### RECORD EXTRACTS ###

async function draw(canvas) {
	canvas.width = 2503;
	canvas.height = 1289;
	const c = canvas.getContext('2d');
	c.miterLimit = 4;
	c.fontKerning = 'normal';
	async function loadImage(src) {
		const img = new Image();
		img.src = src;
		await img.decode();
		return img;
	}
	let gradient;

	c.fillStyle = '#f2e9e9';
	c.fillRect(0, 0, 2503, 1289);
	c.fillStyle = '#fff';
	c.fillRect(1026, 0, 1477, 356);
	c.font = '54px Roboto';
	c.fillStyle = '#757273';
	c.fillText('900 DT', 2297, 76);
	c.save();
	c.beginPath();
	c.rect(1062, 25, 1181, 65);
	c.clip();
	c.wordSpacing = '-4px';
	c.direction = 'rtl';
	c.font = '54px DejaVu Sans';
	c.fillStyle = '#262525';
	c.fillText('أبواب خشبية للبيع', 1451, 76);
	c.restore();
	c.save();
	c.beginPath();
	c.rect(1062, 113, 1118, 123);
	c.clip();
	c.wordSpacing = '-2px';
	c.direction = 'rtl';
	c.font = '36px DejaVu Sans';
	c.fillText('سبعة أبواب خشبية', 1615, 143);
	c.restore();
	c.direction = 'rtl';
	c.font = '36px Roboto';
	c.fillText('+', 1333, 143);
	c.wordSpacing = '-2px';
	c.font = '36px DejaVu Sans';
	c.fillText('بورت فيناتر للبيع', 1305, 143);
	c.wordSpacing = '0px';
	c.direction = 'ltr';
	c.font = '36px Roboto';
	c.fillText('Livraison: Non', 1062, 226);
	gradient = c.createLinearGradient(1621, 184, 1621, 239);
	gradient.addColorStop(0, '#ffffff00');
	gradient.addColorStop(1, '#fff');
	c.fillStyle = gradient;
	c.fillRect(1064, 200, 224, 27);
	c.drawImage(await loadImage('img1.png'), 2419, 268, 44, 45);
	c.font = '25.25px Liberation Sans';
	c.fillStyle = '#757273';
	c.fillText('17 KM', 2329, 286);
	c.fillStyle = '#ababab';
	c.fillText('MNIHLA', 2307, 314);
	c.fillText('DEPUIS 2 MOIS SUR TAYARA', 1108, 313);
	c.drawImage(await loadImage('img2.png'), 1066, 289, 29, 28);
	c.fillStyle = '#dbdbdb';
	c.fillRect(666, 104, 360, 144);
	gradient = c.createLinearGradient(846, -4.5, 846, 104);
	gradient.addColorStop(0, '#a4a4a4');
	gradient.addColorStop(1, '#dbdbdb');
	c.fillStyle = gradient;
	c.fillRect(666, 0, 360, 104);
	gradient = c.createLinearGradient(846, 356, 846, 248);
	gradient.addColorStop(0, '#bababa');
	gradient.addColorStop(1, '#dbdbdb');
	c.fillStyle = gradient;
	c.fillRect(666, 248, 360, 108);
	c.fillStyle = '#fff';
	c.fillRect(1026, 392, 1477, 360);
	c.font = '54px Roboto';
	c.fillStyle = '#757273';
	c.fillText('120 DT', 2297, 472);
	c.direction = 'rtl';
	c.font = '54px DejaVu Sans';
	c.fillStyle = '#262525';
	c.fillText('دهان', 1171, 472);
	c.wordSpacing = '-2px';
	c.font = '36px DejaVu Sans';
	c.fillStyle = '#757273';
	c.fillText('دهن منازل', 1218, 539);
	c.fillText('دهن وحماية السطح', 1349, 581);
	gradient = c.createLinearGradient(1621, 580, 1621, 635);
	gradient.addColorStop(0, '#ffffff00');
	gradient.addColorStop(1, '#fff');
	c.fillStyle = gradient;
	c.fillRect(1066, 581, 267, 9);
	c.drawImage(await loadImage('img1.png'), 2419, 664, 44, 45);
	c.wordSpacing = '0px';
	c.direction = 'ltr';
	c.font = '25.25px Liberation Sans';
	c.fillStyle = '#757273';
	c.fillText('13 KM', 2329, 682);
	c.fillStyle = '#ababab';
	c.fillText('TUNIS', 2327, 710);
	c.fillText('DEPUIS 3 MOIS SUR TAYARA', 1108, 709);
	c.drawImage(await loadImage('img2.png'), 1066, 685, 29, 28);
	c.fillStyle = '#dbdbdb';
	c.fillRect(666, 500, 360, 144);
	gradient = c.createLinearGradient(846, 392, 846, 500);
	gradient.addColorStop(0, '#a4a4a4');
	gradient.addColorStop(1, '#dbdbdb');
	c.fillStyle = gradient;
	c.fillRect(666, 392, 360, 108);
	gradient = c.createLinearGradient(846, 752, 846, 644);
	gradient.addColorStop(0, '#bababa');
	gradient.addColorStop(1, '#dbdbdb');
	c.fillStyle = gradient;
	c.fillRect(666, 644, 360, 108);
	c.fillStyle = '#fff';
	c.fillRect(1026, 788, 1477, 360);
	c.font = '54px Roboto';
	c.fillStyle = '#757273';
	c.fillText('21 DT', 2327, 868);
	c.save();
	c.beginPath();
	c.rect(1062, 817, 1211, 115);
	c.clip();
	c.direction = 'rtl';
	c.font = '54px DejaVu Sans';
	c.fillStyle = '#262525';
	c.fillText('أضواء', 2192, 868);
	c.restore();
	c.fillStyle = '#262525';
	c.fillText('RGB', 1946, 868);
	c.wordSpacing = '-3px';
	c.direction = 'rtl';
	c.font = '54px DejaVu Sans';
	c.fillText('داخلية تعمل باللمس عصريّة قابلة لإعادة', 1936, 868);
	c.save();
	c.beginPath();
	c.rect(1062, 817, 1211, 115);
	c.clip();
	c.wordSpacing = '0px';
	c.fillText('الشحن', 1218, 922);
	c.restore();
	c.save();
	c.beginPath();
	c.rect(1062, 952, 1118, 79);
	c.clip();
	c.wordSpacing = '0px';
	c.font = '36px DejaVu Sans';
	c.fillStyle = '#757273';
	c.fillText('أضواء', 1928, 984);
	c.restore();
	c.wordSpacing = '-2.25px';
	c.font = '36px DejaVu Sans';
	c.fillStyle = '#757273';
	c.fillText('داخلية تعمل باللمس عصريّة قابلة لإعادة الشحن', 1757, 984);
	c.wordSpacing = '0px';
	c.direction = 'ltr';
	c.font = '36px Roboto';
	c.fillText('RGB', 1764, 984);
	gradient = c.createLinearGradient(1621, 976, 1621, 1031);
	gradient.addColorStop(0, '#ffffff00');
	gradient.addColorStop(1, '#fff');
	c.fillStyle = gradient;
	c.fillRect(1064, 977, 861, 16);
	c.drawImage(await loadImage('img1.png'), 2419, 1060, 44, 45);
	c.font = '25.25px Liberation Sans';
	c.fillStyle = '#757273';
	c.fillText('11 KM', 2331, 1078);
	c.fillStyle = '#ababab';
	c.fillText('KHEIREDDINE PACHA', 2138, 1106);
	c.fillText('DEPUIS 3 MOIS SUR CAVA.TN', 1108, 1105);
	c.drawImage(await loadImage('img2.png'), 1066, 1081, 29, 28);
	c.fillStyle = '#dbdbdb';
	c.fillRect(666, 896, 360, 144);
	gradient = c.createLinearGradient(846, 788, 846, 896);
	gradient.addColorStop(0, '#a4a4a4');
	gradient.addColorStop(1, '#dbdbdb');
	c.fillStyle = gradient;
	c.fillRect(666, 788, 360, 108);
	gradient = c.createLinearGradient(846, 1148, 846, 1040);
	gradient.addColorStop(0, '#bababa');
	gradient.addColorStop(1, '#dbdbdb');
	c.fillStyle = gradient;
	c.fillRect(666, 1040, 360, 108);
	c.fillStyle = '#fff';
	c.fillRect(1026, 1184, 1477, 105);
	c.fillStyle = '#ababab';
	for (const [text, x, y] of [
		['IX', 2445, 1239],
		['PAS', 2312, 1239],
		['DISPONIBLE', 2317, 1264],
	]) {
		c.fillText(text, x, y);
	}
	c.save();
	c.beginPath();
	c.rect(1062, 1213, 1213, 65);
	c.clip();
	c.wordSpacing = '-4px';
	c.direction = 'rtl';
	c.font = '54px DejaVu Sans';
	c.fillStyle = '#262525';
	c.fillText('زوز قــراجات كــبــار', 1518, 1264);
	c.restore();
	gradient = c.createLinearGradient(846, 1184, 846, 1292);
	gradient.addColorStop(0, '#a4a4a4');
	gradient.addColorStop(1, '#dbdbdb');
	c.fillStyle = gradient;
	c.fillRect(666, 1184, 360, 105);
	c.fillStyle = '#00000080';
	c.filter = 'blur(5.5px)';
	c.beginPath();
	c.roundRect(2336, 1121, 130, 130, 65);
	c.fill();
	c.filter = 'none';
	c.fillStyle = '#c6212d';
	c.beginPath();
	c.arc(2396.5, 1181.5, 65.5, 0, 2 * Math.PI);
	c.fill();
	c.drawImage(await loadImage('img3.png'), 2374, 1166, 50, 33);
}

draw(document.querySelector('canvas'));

###

TASK GOAL: Having output the line that contains "c.fillText('بورت فيناتر للبيع', 1305, 143);", stop. Every line before it, back to the first line of the data, must be reproduced exactly.

RESPONSE TO THIS EXERCISE:
async function draw(canvas) {
	canvas.width = 2503;
	canvas.height = 1289;
	const c = canvas.getContext('2d');
	c.miterLimit = 4;
	c.fontKerning = 'normal';
	async function loadImage(src) {
		const img = new Image();
		img.src = src;
		await img.decode();
		return img;
	}
	let gradient;

	c.fillStyle = '#f2e9e9';
	c.fillRect(0, 0, 2503, 1289);
	c.fillStyle = '#fff';
	c.fillRect(1026, 0, 1477, 356);
	c.font = '54px Roboto';
	c.fillStyle = '#757273';
	c.fillText('900 DT', 2297, 76);
	c.save();
	c.beginPath();
	c.rect(1062, 25, 1181, 65);
	c.clip();
	c.wordSpacing = '-4px';
	c.direction = 'rtl';
	c.font = '54px DejaVu Sans';
	c.fillStyle = '#262525';
	c.fillText('أبواب خشبية للبيع', 1451, 76);
	c.restore();
	c.save();
	c.beginPath();
	c.rect(1062, 113, 1118, 123);
	c.clip();
	c.wordSpacing = '-2px';
	c.direction = 'rtl';
	c.font = '36px DejaVu Sans';
	c.fillText('سبعة أبواب خشبية', 1615, 143);
	c.restore();
	c.direction = 'rtl';
	c.font = '36px Roboto';
	c.fillText('+', 1333, 143);
	c.wordSpacing = '-2px';
	c.font = '36px DejaVu Sans';
	c.fillText('بورت فيناتر للبيع', 1305, 143);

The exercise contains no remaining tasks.